• WORK TASK:
Could you please retype the records exactly, minus their pictures?
——————————
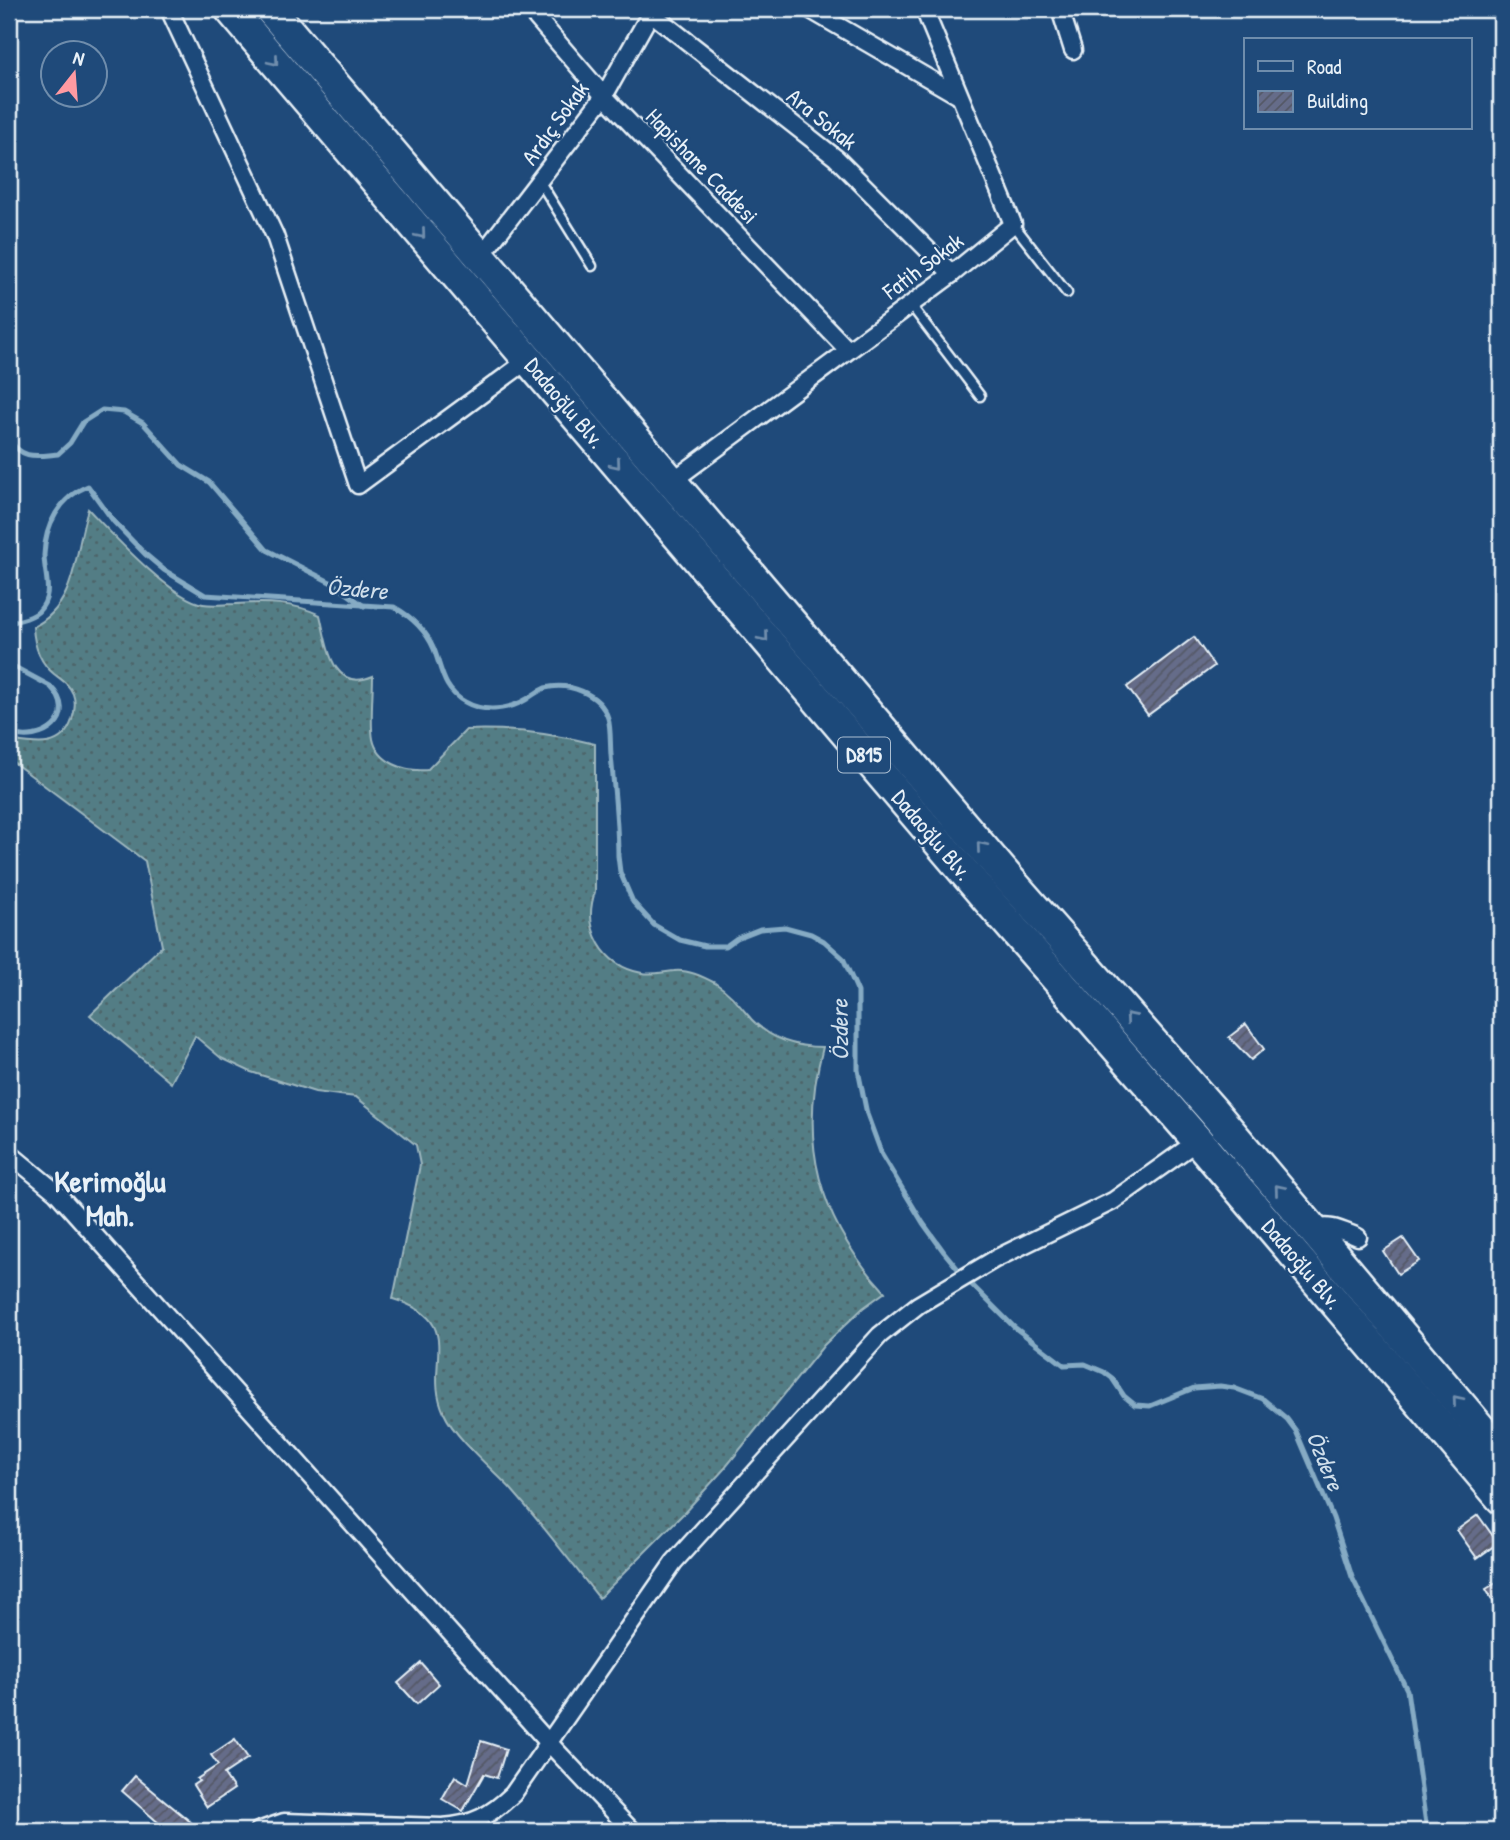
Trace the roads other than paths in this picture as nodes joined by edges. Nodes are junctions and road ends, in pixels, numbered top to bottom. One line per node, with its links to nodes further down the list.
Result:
1 (170, 9): 20 (street)
2 (230, 9): 20 (highway, Dadaoğlu Blv. / D815, one-way to 20)
3 (270, 9): 14 (highway, Dadaoğlu Blv. / D815)
4 (529, 9): 10 (street, Hapishane Caddesi)
5 (809, 9): 11 (street)
6 (924, 9): 11 (street)
7 (1060, 9): 9 (street)
8 (652, 11): 10 (street, Ardıç Sokak); 16 (street, Ara Sokak)
9 (1073, 50)
10 (604, 96): 12 (street, Ardıç Sokak); 19 (street, Hapishane Caddesi)
11 (959, 96): 13 (street)
12 (540, 182): 14 (street, Ardıç Sokak); 15 (lane)
13 (1013, 224): 16 (street, Fatih Sokak); 17 (lane)
14 (481, 256): 22 (highway, Dadaoğlu Blv. / D815)
15 (592, 266)
16 (952, 274): 18 (street, Fatih Sokak)
17 (1067, 293)
18 (910, 304): 19 (street, Fatih Sokak); 21 (lane)
19 (847, 349): 22 (street, Fatih Sokak)
20 (528, 360): 24 (highway, Dadaoğlu Blv. / D815, one-way to 24)
21 (980, 396)
22 (671, 482): 23 (highway, Dadaoğlu Blv. / D815, one-way to 22)
23 (1221, 1122): 24 (street); 26 (highway, Dadaoğlu Blv. / D815, one-way to 23)
24 (1198, 1141): 29 (highway, Dadaoğlu Blv. / D815); 30 (street)
25 (9, 1153): 30 (street)
26 (1313, 1230): 27 (street); 28 (highway, Dadaoğlu Blv. / D815, one-way to 26)
27 (1358, 1237)
28 (1501, 1452)
29 (1501, 1498)
30 (548, 1742): 31 (street); 33 (street)
31 (462, 1829): 32 (street)
32 (258, 1831)
33 (632, 1831)

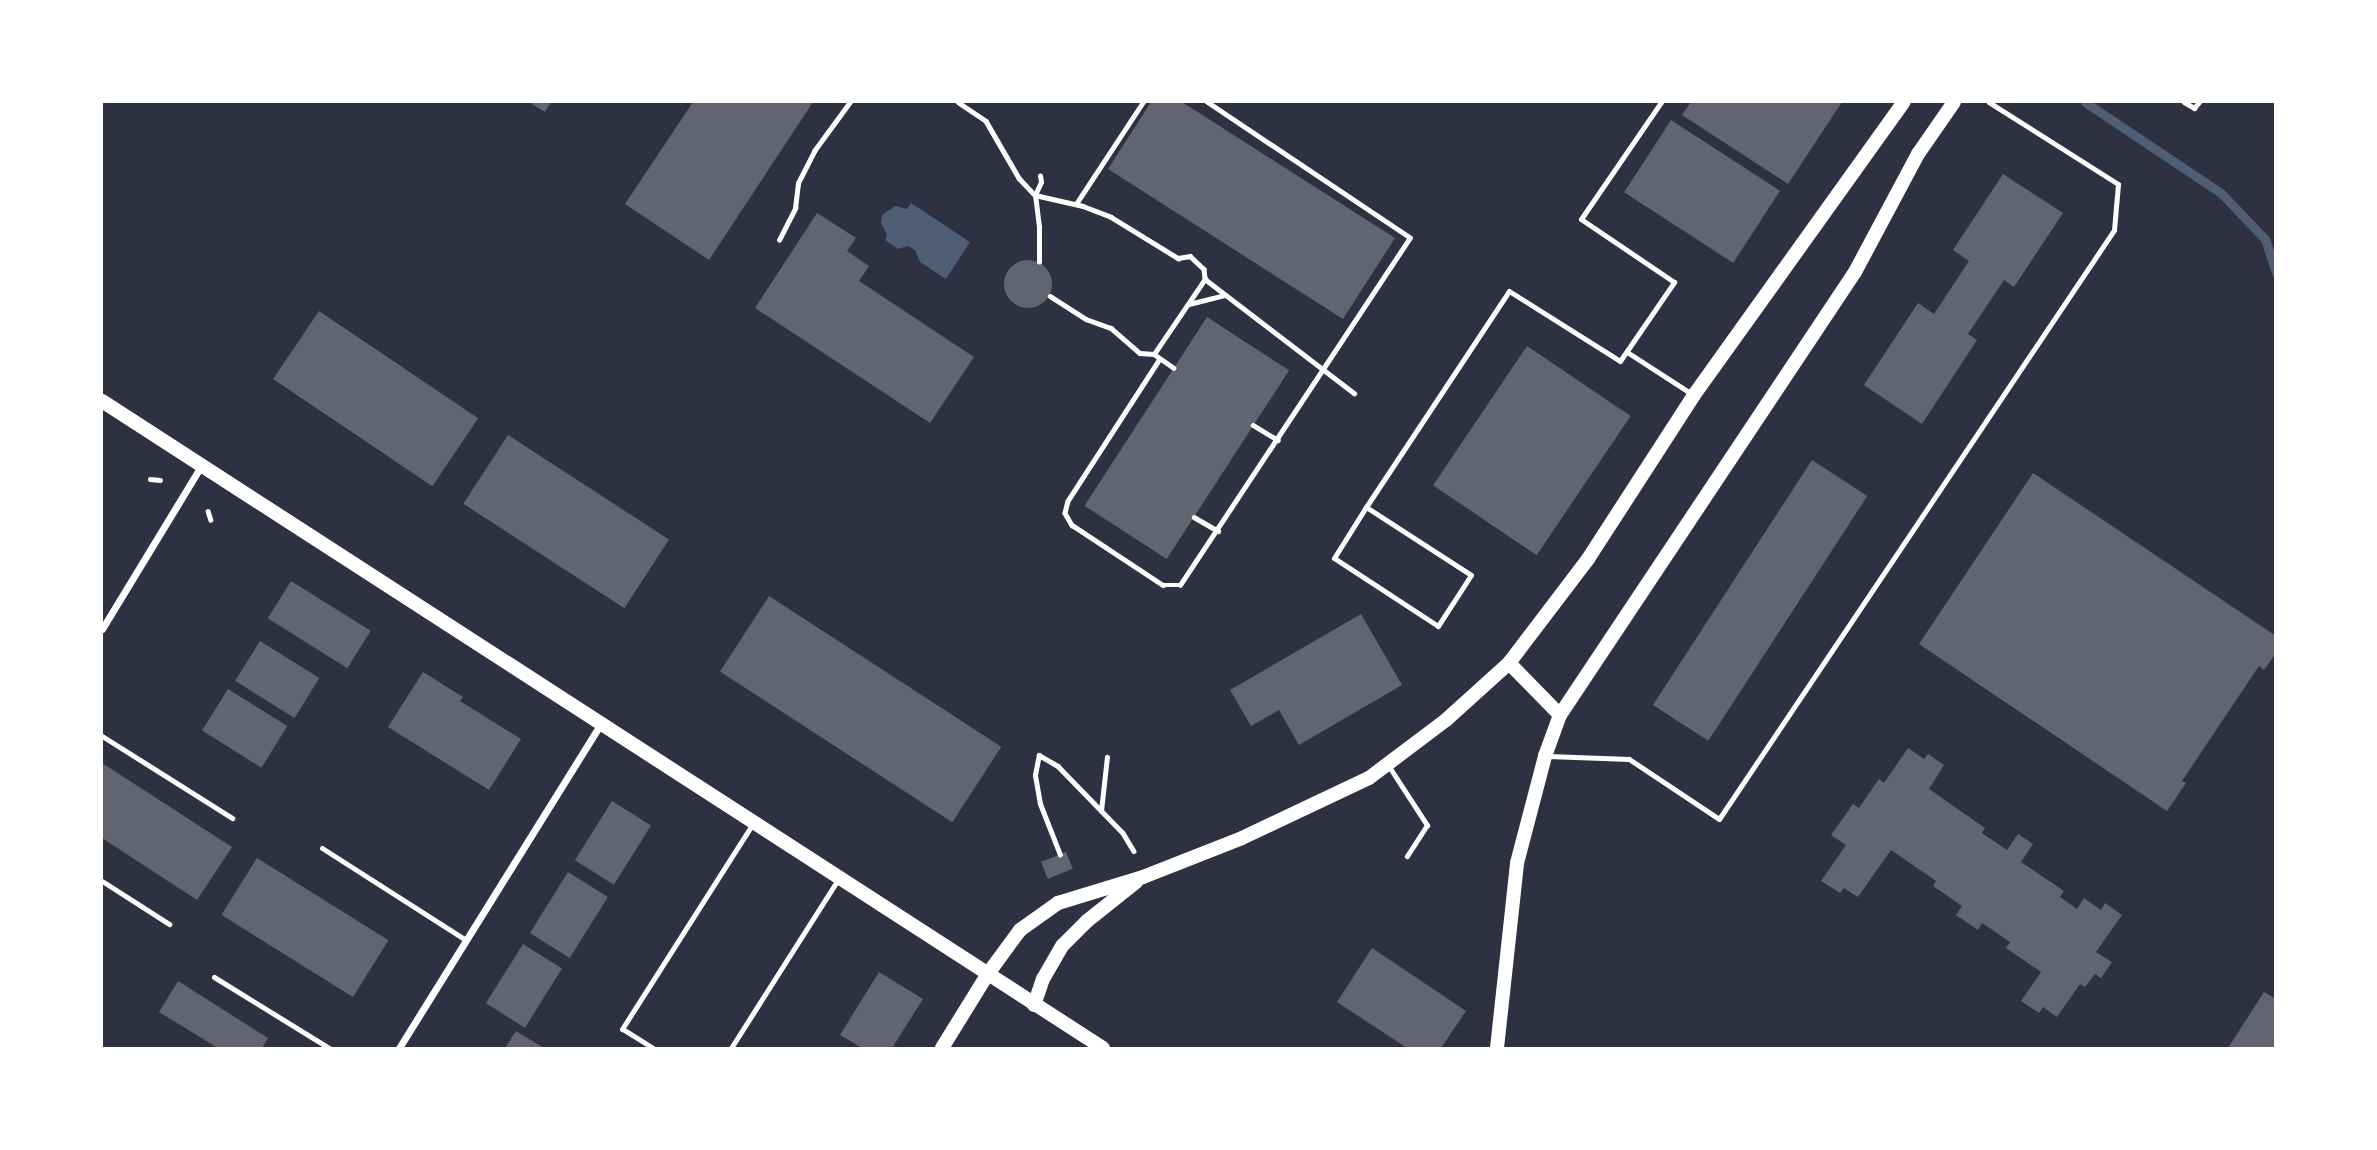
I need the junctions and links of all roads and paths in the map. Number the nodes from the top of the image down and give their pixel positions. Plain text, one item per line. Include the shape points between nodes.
——————————
• FINISHED TASK:
Trace the roads other than paths in this picture as nodes joined by edges. Nodes are junctions and road ends, in pixels, numbered top to bottom. One line per node, with its links to nodes further down the list.
Result:
1 (170, 9): 20 (street)
2 (230, 9): 20 (highway, Dadaoğlu Blv. / D815, one-way to 20)
3 (270, 9): 14 (highway, Dadaoğlu Blv. / D815)
4 (529, 9): 10 (street, Hapishane Caddesi)
5 (809, 9): 11 (street)
6 (924, 9): 11 (street)
7 (1060, 9): 9 (street)
8 (652, 11): 10 (street, Ardıç Sokak); 16 (street, Ara Sokak)
9 (1073, 50)
10 (604, 96): 12 (street, Ardıç Sokak); 19 (street, Hapishane Caddesi)
11 (959, 96): 13 (street)
12 (540, 182): 14 (street, Ardıç Sokak); 15 (lane)
13 (1013, 224): 16 (street, Fatih Sokak); 17 (lane)
14 (481, 256): 22 (highway, Dadaoğlu Blv. / D815)
15 (592, 266)
16 (952, 274): 18 (street, Fatih Sokak)
17 (1067, 293)
18 (910, 304): 19 (street, Fatih Sokak); 21 (lane)
19 (847, 349): 22 (street, Fatih Sokak)
20 (528, 360): 24 (highway, Dadaoğlu Blv. / D815, one-way to 24)
21 (980, 396)
22 (671, 482): 23 (highway, Dadaoğlu Blv. / D815, one-way to 22)
23 (1221, 1122): 24 (street); 26 (highway, Dadaoğlu Blv. / D815, one-way to 23)
24 (1198, 1141): 29 (highway, Dadaoğlu Blv. / D815); 30 (street)
25 (9, 1153): 30 (street)
26 (1313, 1230): 27 (street); 28 (highway, Dadaoğlu Blv. / D815, one-way to 26)
27 (1358, 1237)
28 (1501, 1452)
29 (1501, 1498)
30 (548, 1742): 31 (street); 33 (street)
31 (462, 1829): 32 (street)
32 (258, 1831)
33 (632, 1831)

I need the junctions and links of all roads and paths in the map. Number the nodes from the top of the image down and give their pixel positions. Plain text, one item per line. Include the shape points between nodes.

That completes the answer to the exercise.